The Dialogue Question:
Should remedial classes be limited to community colleges?

dialoge picture

Yes, four-year colleges and universities should be focused on quality education not remediation.

William Figg *

We live in a competitive world and our institutions of higher education must focus on developing competitive college graduates. Remediation at the university level wastes much needed resources on students who should be prepared before they arrive at a four-year college.

The inadequate preparation of students entering college has been well documented over the past decade, with some studies reporting that 40 percent of entering students will take at least one remedial course in college. In some ways more alarming, The National Assessment of Adult Literacy, a report from the National Center for Education Statistics, found that the average literacy of college-educated Americans declined significantly from 1992 to 2003.

This poor level of education quality leaves our students at a competitive disadvantage when compared to college graduates of other nations and seriously impacts the economic future of our youth as they face the most internationally and technologically competitive era in history.

We need to make our universities more competitive in the world education market. This is not possible when our universities are challenged with providing remedial training to students before advanced concepts can be introduced. Community colleges are designed to prepare students for the working world and advanced study at universities. Let the community colleges perform the tasks they were designed to fulfill and and allow colleges and universities to get on with their work.

If students are not prepared for the rigors of university instruction, we should support them in community colleges.

* William Figg, a retired U.S. Army major, teaches computer information systems at Dakota State University. He is a member of the South Dakota Education Association Council of Higher Education and serves on the council's negotiating committee.


dialogue picture

No, sometimes a four-year college is the only institution available to a student.

Connie Buller *

Some state legislatures are telling their universities to send all remedial students to community colleges. Fortunately, this has not yet happened in my state.

My heart says, “If there is a nearby community college, by all means, let the student who needs remediation go to that community college.” There, the student should find significantly smaller classes, usually taught by trained and competent teachers.

As a teacher who has taught in high school, a four-year private liberal arts college, state university, and now a community college, I have seen students start at a significantly low level of remedial math, and repair the gaps in their previous education while progressing slowly but surely up through the math they need. Many remedial students then transfer to the university with no problems. So, remediation at the community college does work, and I wish all students needing remediation in reading, writing, or mathematics could go to a community college.

But to require the student to travel many miles to a community college when a nearby state university can provide similar classes is cruel. A few students can get their remediation through community college online venues, but much of needed remediation comes through person-to-person contact, watching eyes and explaining things in new ways when a flicker of doubt is observed.

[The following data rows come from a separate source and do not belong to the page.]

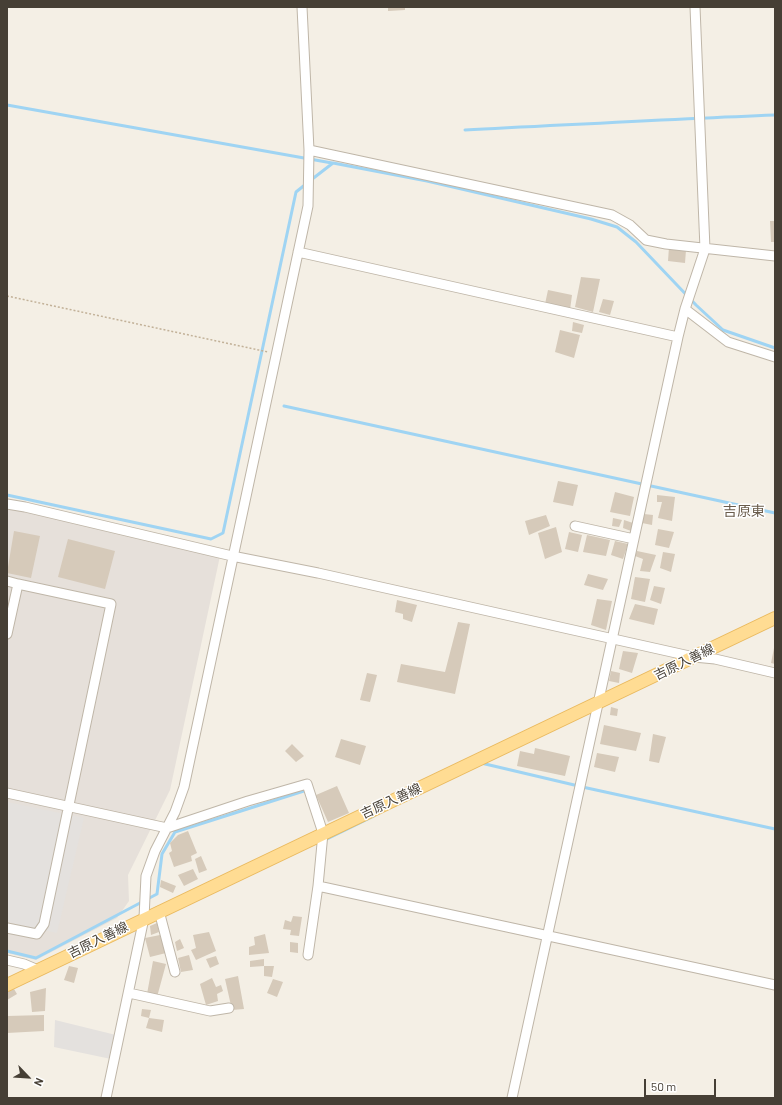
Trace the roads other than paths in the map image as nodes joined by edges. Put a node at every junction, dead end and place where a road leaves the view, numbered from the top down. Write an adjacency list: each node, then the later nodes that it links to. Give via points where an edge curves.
1 (302, 7): 3 (street)
2 (695, 7): 4 (street)
3 (309, 150): 4 (street, via 612,215 630,225 646,240); 5 (street, via 308,206)
4 (705, 249): 6 (street); 7 (street)
5 (298, 252): 8 (street); 13 (street)
6 (775, 256)
7 (685, 309): 8 (street); 9 (street, via 728,342)
8 (678, 337): 12 (street)
9 (775, 357)
10 (7, 504): 13 (street)
11 (575, 526): 12 (street)
12 (634, 540): 18 (street)
13 (232, 556): 18 (street); 24 (street, via 184,787)
14 (7, 581): 15 (street)
15 (18, 584): 17 (street); 23 (street, via 111,604)
16 (775, 618): 19 (main road, 吉原入善線)
17 (7, 634)
18 (613, 638): 19 (street); 21 (street)
19 (694, 657): 20 (street, via 715,659); 21 (main road, 吉原入善線)
20 (775, 673)
21 (597, 704): 25 (main road, 吉原入善線); 30 (street)
22 (7, 793): 23 (street)
23 (69, 807): 24 (street); 29 (street, via 44,924 37,934)
24 (167, 828): 25 (street, via 306,784); 28 (street, via 146,876)
25 (323, 833): 26 (street); 27 (main road, 吉原入善線)
26 (318, 886): 30 (street); 31 (street)
27 (159, 911): 28 (main road, 吉原入善線); 34 (street)
28 (144, 918): 33 (main road, 吉原入善線); 37 (street)
29 (7, 928)
30 (546, 935): 36 (street); 40 (street)
31 (308, 955)
32 (7, 960): 33 (street)
33 (38, 970): 35 (main road, 吉原入善線)
34 (175, 972)
35 (7, 984)
36 (775, 985)
37 (129, 993): 38 (street, via 210,1010); 39 (street)
38 (229, 1008)
39 (106, 1098)
40 (512, 1098)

Yes, a high school diploma should mean quite a bit more than it sometimes does. Yes, students should remember their algebra over the 10-year period between high school and the time they finally are able to go to university, but that is not reality.

So I am not the person to advocate that remedial classes be limited strictly to the community college.

* Connie Buller teaches mathematics at Metropolitan Community College in Omaha, Nebraska. She is president of NEBMATYC (Nebraska Math Teachers at Two Year Colleges) and co-chair of the placement and assessment committee of American Math Teachers of Two Year Colleges.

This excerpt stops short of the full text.